International career
- Years: Team / Apps / (Points)
- 2008–2019: France / 63 / (73)
- Correct as of 20 October 2019
- Medal record
Men's Rugby union
Representing France
Rugby World Cup
| Silver medal – second place | 2011 New Zealand | Squad |

= Maxime Médard =

France international rugby union player

Maxime Médard (born 16 November 1986) is a former French rugby union player who played his club rugby for French club Stade Toulousain in Top 14 and France internationally.

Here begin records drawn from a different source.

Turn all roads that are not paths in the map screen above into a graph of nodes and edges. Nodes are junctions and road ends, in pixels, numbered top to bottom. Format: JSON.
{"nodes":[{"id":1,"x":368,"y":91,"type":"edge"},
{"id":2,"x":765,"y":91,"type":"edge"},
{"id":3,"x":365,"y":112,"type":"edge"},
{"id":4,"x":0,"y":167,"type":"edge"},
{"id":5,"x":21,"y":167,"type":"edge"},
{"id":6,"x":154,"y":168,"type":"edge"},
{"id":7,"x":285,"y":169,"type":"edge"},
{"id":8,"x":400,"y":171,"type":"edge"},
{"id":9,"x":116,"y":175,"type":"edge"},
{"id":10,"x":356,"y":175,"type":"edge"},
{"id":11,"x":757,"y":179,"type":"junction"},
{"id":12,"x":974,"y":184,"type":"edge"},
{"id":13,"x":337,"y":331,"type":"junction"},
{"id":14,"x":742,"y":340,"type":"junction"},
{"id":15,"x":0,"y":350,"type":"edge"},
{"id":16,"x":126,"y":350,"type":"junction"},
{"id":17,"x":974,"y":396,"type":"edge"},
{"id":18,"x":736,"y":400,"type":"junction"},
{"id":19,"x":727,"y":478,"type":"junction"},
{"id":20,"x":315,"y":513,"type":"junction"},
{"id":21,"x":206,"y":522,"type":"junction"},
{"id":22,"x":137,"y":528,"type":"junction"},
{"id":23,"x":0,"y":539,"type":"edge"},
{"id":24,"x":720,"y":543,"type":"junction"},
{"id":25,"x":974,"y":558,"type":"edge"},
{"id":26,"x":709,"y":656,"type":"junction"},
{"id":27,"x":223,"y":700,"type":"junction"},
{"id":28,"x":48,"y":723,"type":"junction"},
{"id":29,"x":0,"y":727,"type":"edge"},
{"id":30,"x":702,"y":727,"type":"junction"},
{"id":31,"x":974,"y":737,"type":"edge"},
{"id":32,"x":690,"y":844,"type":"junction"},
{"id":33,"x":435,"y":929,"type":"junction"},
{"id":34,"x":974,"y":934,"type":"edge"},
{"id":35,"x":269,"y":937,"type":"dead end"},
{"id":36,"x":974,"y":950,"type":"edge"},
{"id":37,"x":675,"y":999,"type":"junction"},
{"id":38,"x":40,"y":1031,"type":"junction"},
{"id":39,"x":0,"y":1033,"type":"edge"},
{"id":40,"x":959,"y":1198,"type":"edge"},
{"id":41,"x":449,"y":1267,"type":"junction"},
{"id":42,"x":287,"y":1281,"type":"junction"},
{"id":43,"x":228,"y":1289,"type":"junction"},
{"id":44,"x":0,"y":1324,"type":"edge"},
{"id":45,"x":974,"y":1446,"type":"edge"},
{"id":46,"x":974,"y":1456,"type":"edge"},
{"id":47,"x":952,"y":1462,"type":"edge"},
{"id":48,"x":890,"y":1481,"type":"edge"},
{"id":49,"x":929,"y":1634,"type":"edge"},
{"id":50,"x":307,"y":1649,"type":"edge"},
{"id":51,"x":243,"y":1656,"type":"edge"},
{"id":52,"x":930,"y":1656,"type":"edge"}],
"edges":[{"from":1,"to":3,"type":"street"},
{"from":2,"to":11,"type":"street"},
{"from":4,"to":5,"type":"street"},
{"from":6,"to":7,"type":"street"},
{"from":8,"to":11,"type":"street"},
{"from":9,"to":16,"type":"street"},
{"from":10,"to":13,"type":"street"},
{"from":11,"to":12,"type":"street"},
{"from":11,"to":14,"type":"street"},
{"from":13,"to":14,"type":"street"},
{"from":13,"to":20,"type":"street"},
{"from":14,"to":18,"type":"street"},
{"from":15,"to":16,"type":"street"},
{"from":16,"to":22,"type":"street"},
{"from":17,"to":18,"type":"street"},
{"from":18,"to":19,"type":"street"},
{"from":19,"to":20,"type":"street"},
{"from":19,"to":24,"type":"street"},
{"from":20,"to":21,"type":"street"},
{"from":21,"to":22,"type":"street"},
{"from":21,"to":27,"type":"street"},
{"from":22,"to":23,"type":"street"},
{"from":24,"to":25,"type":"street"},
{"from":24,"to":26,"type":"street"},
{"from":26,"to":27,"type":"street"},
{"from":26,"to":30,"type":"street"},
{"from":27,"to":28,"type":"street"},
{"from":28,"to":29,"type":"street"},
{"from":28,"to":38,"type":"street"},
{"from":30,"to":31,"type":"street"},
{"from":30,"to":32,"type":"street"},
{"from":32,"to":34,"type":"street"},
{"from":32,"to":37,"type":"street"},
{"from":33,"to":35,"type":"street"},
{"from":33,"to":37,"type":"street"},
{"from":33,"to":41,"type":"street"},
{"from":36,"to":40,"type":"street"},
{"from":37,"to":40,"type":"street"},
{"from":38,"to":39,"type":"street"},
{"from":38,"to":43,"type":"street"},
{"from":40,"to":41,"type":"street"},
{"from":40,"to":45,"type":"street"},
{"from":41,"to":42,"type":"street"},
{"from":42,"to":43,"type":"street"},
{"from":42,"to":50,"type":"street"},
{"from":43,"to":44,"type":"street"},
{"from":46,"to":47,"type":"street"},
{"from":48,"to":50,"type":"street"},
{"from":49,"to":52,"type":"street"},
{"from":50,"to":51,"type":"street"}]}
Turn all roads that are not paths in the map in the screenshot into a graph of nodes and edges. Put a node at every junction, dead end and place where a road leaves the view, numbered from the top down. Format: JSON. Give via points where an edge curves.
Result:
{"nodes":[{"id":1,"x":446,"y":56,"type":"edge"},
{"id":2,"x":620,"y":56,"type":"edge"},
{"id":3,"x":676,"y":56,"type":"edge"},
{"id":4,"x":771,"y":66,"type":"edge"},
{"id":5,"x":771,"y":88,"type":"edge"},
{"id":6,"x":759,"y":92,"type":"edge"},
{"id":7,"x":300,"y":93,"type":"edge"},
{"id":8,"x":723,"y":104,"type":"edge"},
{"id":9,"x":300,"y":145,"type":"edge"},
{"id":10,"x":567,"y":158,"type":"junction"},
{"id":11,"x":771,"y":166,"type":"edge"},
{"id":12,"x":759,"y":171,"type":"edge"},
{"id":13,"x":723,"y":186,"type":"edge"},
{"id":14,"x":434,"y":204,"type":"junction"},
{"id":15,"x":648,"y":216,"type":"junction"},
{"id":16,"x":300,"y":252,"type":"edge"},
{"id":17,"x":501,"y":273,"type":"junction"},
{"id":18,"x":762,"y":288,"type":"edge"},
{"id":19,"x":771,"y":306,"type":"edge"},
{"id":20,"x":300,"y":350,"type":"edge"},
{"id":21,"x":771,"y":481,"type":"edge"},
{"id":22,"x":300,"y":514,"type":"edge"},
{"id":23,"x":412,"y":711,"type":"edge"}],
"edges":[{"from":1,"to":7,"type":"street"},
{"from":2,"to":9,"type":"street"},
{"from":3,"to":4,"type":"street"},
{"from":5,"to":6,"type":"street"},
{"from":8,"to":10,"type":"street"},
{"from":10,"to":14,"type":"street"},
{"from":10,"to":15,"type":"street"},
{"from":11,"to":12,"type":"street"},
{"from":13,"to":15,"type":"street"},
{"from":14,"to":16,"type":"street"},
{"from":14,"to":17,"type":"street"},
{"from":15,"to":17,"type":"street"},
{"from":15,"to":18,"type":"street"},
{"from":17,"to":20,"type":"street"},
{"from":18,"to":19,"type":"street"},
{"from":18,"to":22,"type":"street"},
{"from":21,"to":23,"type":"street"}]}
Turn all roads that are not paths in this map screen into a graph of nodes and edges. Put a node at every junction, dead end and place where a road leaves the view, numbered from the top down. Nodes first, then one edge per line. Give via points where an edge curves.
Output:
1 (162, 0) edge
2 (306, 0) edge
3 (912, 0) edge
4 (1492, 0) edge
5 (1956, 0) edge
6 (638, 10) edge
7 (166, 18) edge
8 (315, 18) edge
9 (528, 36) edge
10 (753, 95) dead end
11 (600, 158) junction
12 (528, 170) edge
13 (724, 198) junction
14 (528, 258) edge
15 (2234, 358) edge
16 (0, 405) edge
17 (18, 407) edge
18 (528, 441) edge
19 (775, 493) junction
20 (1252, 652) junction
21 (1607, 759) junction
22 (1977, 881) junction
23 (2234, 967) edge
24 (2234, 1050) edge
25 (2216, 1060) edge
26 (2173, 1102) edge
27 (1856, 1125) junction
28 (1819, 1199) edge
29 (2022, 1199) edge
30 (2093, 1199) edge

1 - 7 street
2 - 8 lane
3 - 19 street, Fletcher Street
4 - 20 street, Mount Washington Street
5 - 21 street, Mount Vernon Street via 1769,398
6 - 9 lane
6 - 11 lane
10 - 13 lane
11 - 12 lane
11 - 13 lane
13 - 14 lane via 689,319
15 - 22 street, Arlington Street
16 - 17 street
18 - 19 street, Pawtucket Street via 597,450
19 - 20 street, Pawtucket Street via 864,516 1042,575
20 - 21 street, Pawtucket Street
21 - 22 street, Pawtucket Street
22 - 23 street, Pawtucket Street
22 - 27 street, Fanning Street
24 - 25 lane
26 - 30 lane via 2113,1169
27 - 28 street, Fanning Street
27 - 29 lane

He can play as both a full-back and on the wing and is described by assistant national team coach Émile Ntamack as an "incredible talent" that, during the 2010–11 season, was finally "realizing his potential". Medard is a two-time winner of the Heineken Cup and, in 2008, won the Top 14 for the first time. Also referred to as 'The French Wolverine.'

== Career ==

=== Club ===
Médard began his rugby union career playing for local club Blagnac as a youth. His father, Alain, had previously played for the club in the 1980s alongside his uncle Francis. In 2000, he joined Stade Toulousain and spent four years developing. Médard achieved numerous honours as a youth winning the Gaudermen Challenge in three straight years from 2001 to 2003. In 2004, he made his debut with the senior team and, in the following year, turned professional. In his first year as a professional, Médard was a member of the Toulousain team that won the 2004–05 Heineken Cup. Toulouse defeated league rivals Stade Français 18–12 in the final match, though Médard was not part of the team that won the final. Médard burst onto the scene domestically in the 2007–08 season primarily due to injuries to Vincent Clerc and Clément Poitrenaud. He featured regularly in the team that won the Top 14 that season. For his efforts, he was declared the Revelation of the Year by National Rugby League (France) (LNR). He started the 2010 Heineken Cup Final as Toulouse defeated Biarritz. On 5 September 2010, Médard scored the fastest try in league history since 2005 after scoring after 18 seconds against La Rochelle.

=== International ===
Prior to playing for the senior team, Médard was a regular international at youth level. In 2005, he was a member of the under-21 team that played at the 2005 Under 21 Rugby World Championship in Argentina. In the ensuing season, Médard won the 2006 edition of the competition that was played on home soil. He earned his first senior cap France in November 2008 during a test series match against Argentina. He appeared in subsequent test matches against the Pacific Islanders and the All Blacks. Médard's positive play within the team resulted in the player earning selection to the team that participated in the 2009 Six Nations Championship. In June 2009, Médard scored the late try that sealed France's first victory over the All Blacks in New Zealand since 1994.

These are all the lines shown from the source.